METHODS: 2706 km (1,681 miles) cycling was performed over 14 days and a blood sample and a muscle biopsy were obtained at rest after an overnight fast before and 30 hours after the completion of the cycling. VO2-max and maximal fat oxidation were measured using incremental exercise tests. Heart rate was continuously sampled during cycling to estimate exercise intensity.

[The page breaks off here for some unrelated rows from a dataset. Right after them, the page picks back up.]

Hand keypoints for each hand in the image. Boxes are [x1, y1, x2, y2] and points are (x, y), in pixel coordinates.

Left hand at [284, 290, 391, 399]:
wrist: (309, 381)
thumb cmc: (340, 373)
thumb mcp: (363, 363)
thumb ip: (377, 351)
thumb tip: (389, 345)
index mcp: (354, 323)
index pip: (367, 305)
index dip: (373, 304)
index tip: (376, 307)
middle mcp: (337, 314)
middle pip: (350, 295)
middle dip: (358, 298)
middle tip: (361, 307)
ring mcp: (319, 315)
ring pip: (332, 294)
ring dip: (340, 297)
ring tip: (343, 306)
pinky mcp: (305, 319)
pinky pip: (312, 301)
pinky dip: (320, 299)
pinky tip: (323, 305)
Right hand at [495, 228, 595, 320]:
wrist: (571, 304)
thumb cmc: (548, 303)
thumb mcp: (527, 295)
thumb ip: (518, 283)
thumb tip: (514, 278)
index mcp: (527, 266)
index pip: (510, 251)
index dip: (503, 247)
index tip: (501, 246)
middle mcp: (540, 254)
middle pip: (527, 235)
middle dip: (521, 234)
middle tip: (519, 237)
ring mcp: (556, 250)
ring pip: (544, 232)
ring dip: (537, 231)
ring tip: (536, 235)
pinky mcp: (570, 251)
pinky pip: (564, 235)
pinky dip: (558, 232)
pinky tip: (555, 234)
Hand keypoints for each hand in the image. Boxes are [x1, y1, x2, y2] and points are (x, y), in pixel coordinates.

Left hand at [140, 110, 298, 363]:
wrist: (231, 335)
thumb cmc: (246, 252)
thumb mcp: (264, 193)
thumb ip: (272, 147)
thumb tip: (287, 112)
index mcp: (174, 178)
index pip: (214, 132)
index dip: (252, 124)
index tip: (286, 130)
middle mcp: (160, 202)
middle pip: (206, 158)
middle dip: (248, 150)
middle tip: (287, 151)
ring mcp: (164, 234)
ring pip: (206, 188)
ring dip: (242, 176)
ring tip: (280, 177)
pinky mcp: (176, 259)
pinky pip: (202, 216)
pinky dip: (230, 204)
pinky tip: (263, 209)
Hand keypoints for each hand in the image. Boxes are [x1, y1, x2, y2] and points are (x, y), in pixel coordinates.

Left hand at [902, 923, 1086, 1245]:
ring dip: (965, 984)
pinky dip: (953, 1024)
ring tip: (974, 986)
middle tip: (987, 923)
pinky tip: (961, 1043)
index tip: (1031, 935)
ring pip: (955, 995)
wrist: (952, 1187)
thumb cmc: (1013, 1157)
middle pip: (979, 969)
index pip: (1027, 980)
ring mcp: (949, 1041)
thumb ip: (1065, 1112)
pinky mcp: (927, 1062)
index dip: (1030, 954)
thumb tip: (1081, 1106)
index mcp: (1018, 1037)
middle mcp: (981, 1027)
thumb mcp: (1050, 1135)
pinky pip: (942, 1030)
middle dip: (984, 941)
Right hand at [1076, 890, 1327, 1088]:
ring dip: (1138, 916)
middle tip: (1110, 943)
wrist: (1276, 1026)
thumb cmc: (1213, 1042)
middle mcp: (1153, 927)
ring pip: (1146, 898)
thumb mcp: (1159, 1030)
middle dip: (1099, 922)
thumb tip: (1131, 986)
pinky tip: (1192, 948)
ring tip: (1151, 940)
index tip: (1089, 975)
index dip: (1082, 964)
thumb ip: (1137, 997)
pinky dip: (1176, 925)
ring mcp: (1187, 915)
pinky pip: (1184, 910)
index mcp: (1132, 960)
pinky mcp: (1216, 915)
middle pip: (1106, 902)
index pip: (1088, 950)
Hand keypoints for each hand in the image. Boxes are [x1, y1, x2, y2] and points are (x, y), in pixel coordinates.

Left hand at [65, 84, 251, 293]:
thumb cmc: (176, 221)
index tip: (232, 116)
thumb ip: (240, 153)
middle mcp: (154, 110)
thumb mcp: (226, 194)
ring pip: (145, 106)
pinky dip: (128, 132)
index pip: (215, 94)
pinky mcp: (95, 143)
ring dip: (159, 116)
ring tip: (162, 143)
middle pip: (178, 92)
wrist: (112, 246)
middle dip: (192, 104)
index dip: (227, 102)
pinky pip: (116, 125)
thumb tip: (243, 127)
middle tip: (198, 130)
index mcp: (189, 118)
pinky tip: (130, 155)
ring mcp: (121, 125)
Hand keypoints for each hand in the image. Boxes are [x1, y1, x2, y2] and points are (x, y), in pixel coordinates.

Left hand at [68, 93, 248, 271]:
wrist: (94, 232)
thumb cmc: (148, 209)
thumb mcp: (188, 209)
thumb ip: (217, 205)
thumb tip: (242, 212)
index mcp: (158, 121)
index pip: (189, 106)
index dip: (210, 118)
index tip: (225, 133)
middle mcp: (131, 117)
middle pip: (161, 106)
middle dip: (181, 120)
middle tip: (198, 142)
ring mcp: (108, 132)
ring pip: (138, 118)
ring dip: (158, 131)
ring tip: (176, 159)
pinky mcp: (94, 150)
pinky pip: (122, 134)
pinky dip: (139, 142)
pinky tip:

RESULTS: The daily duration of exercise was 10 hours and 31 ± 37 min and the mean intensity was 53 ± 1 % of VO2max. Body weight remained unchanged. VO2max and maximal fat oxidation rate decreased by 6 ± 2 % (P = 0.04) and 32 ± 8 % (P < 0.01), respectively. The exercise intensity that elicits maximal fat oxidation was not significantly decreased. Plasma free fatty acid (FA) concentration decreased (P < 0.002) from 500 ± 77 to 160 ± 38 μmol L. Plasma glucose concentration as well as muscle glycogen, myoglobin and triacylglycerol content remained unchanged. Muscle citrate synthase (CS)- and ß-hydroxy-Acyl-CoA-dehydrogenase (HAD)- activity were unchanged, but the protein expression of HKII, GLUT4 and ATGL were significantly increased.
CONCLUSION: Overall the decreased maximal fat oxidation was probably due to lower exogenous plasma FA availability and the muscle adaptation pattern indicates an increased glucose transport capacity and an increased muscle lipolysis capacity supporting an increased contribution of exogenous glucose and endogenous fat during exercise.